Enmity Against India
Since the time of Jawaharlal Nehru, Indian political leaders have made (in hindsight) valiant and naïve attempts to make peace with Pakistan. All have failed. Enmity against India has been injected repeatedly into Pakistan society to such an extent that even today when democracies like India cannot hide anything, ordinary Pakistanis still believe that “Hindus” in India routinely, and on a daily basis, destroy mosques, don’t allow Muslims to perform Namaaz, grab and throw away Hijabs of Muslim women and deny Muslims education and jobs. And no, this branding of India in Pakistani minds has nothing to do with the 2014 and 2019 elections. This branding has been there for 75 long years because this is the branding that gives oxygen to the brand Pakistan. This is what gives them the cause to exist.
Then there is the trope about the Indian Army routinely raping Kashmiri women. No, this narrative is not because the Modi Government removed 370. This Pakistani narrative about Indian oppressors raping Kashmiri women has been there for the last 75 years. Never mind the fact that it was Pakistan’s first attack on Kashmir in October 1947, when their Army backed Pashtun Militia went on a raping rampage right up to Srinagar, just before the Maharaja signed on the dotted line and Indian Army was sent in for damage control. All these Pakistani narratives are crucial for their justification to survive as a nation. Else they remain what they are: a basket case.

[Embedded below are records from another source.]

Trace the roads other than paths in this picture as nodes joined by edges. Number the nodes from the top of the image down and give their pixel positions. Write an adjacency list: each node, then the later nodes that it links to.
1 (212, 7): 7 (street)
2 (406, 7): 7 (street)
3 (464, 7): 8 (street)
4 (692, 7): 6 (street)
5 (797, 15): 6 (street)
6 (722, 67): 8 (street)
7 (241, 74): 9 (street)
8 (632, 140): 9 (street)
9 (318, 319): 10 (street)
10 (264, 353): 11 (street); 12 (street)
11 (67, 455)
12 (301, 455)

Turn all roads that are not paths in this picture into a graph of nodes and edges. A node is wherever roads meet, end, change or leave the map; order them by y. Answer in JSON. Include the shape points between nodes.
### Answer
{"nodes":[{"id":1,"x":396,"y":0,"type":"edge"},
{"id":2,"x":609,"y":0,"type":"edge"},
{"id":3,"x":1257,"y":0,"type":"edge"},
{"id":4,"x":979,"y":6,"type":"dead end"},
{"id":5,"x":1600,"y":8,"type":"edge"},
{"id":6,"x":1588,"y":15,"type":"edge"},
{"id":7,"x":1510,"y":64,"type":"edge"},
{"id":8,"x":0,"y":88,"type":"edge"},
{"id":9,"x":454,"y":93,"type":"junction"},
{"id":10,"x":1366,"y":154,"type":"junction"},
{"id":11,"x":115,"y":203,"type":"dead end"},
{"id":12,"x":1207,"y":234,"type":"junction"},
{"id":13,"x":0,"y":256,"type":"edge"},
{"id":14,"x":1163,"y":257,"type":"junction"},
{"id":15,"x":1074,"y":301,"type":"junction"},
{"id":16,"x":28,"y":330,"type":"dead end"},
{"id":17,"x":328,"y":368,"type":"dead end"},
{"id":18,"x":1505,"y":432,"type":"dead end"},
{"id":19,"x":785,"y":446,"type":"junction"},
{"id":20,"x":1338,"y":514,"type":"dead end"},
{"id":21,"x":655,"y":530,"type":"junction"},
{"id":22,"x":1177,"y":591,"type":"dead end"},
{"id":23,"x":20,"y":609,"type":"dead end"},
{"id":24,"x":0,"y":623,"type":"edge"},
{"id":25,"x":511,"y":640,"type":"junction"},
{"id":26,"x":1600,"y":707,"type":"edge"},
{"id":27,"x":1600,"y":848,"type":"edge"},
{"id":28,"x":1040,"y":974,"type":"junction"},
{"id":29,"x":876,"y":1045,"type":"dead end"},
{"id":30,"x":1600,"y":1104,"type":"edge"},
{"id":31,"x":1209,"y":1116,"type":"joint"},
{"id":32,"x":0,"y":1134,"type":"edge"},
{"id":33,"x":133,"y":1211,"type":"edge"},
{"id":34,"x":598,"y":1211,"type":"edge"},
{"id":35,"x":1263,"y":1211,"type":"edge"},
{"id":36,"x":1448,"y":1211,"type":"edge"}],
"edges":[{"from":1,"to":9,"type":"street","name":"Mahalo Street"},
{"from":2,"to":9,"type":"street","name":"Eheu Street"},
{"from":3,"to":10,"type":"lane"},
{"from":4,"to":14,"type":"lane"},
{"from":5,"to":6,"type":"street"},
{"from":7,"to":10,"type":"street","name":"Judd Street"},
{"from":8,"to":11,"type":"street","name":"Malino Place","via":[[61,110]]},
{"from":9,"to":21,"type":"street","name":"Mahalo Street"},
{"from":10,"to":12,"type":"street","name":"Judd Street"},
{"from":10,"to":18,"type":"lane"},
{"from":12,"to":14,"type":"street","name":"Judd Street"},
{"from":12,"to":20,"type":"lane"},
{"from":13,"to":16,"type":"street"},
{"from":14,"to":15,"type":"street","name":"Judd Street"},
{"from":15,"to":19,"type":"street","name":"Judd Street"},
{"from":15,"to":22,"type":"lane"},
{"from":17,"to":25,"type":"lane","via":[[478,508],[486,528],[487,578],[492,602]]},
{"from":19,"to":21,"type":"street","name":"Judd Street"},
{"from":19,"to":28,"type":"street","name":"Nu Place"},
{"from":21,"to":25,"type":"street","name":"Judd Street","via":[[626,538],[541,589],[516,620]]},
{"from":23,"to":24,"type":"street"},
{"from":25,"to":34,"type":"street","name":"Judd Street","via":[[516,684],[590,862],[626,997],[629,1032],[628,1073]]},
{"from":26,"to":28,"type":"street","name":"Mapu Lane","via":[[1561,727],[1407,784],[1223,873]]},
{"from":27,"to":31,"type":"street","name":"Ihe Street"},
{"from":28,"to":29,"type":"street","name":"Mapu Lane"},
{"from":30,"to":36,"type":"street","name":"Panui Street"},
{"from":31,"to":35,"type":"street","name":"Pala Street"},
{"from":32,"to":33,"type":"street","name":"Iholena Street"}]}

A Two-pronged Strategy Towards Pakistan
The authors have also noticed a trend over the last two decades or so. As the Partition generation faded into history, younger Indians didn’t care much about Pakistan. The country engages young Indians only when there is a major terror attack or when India and Pakistan play a cricket match. Since both happen with decreasing frequency in contemporary times, the 20th-century obsession with Pakistan seems to be a relic of the past.
Even more significant is the emergence of a new generation of young Pakistanis who realise that their country’s economy has been brought down to its knees by this obsession over Kashmir and enmity with India. They are a small minority now. But they are using data to wake up fellow citizens. For example, as the accompanying chart shows, the per capita GDP of Pakistan during the 1999 Kargil War was higher than that of India. Look where it is today.
Perhaps the last serious attempt to build bridges with Pakistan made by an Indian political leader was in December 2015 when prime minister Narendra Modi made an unscheduled halt in Pakistan and met prime minister Nawaz Sharif. This was after he had invited all South Asian leaders to his swearing-in ceremony in May 2014. Unfortunately, the visit was followed by terror attacks in Pathankot and Uri.
Since then, India has adopted a two-pronged strategy towards Pakistan: make diplomatic efforts across the world to “expose” Pakistan as a host to a host of terrorist outfits and then ignore it completely on all other issues. Quite frankly, the strategy seems to have paid off as India has been almost completely de-hyphenated from Pakistan in geopolitics. And the fact that we have bigger issues in terms of China has taken new forms of concern. The problem called Pakistan is still there but more as a proxy and client state of China rather than as an independent state of concern. For all practical matters, we are now fighting China on two fronts: the North, as well as the West.
(Yashwant Deshmukh & Sutanu Guru work with CVoter Foundation. This is an opinion piece and the views expressed are the authors' own. The Quint neither endorses nor is responsible for them.)